• SUPPLIED DATA
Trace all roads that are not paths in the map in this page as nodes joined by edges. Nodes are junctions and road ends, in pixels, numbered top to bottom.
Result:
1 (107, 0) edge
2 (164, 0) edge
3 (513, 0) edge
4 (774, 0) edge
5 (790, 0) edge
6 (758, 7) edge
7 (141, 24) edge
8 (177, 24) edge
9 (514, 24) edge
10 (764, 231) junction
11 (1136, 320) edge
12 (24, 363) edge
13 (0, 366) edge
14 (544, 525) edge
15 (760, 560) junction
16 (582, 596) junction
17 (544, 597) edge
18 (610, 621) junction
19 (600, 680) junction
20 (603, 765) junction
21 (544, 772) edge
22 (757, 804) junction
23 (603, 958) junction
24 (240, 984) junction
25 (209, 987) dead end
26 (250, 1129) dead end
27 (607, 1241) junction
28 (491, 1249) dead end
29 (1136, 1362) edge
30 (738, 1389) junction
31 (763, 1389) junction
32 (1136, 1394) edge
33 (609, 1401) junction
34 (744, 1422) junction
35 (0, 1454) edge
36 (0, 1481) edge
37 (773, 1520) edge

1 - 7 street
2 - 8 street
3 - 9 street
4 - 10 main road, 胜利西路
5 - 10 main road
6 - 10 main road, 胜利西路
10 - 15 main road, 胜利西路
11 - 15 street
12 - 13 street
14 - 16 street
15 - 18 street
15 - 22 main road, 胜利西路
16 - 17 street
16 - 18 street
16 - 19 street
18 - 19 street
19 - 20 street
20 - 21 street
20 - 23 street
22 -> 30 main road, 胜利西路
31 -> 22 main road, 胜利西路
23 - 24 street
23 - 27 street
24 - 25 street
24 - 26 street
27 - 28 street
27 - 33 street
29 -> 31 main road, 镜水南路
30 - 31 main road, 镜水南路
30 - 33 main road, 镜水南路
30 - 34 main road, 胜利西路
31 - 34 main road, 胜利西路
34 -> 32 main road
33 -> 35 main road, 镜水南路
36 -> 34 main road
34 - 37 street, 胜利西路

• REQUIREMENT
Every entry should be given again exactly as written.

• OUTPUT FOR THIS EXERCISE
Trace all roads that are not paths in the map in this page as nodes joined by edges. Nodes are junctions and road ends, in pixels, numbered top to bottom.
Result:
1 (107, 0) edge
2 (164, 0) edge
3 (513, 0) edge
4 (774, 0) edge
5 (790, 0) edge
6 (758, 7) edge
7 (141, 24) edge
8 (177, 24) edge
9 (514, 24) edge
10 (764, 231) junction
11 (1136, 320) edge
12 (24, 363) edge
13 (0, 366) edge
14 (544, 525) edge
15 (760, 560) junction
16 (582, 596) junction
17 (544, 597) edge
18 (610, 621) junction
19 (600, 680) junction
20 (603, 765) junction
21 (544, 772) edge
22 (757, 804) junction
23 (603, 958) junction
24 (240, 984) junction
25 (209, 987) dead end
26 (250, 1129) dead end
27 (607, 1241) junction
28 (491, 1249) dead end
29 (1136, 1362) edge
30 (738, 1389) junction
31 (763, 1389) junction
32 (1136, 1394) edge
33 (609, 1401) junction
34 (744, 1422) junction
35 (0, 1454) edge
36 (0, 1481) edge
37 (773, 1520) edge

1 - 7 street
2 - 8 street
3 - 9 street
4 - 10 main road, 胜利西路
5 - 10 main road
6 - 10 main road, 胜利西路
10 - 15 main road, 胜利西路
11 - 15 street
12 - 13 street
14 - 16 street
15 - 18 street
15 - 22 main road, 胜利西路
16 - 17 street
16 - 18 street
16 - 19 street
18 - 19 street
19 - 20 street
20 - 21 street
20 - 23 street
22 -> 30 main road, 胜利西路
31 -> 22 main road, 胜利西路
23 - 24 street
23 - 27 street
24 - 25 street
24 - 26 street
27 - 28 street
27 - 33 street
29 -> 31 main road, 镜水南路
30 - 31 main road, 镜水南路
30 - 33 main road, 镜水南路
30 - 34 main road, 胜利西路
31 - 34 main road, 胜利西路
34 -> 32 main road
33 -> 35 main road, 镜水南路
36 -> 34 main road
34 - 37 street, 胜利西路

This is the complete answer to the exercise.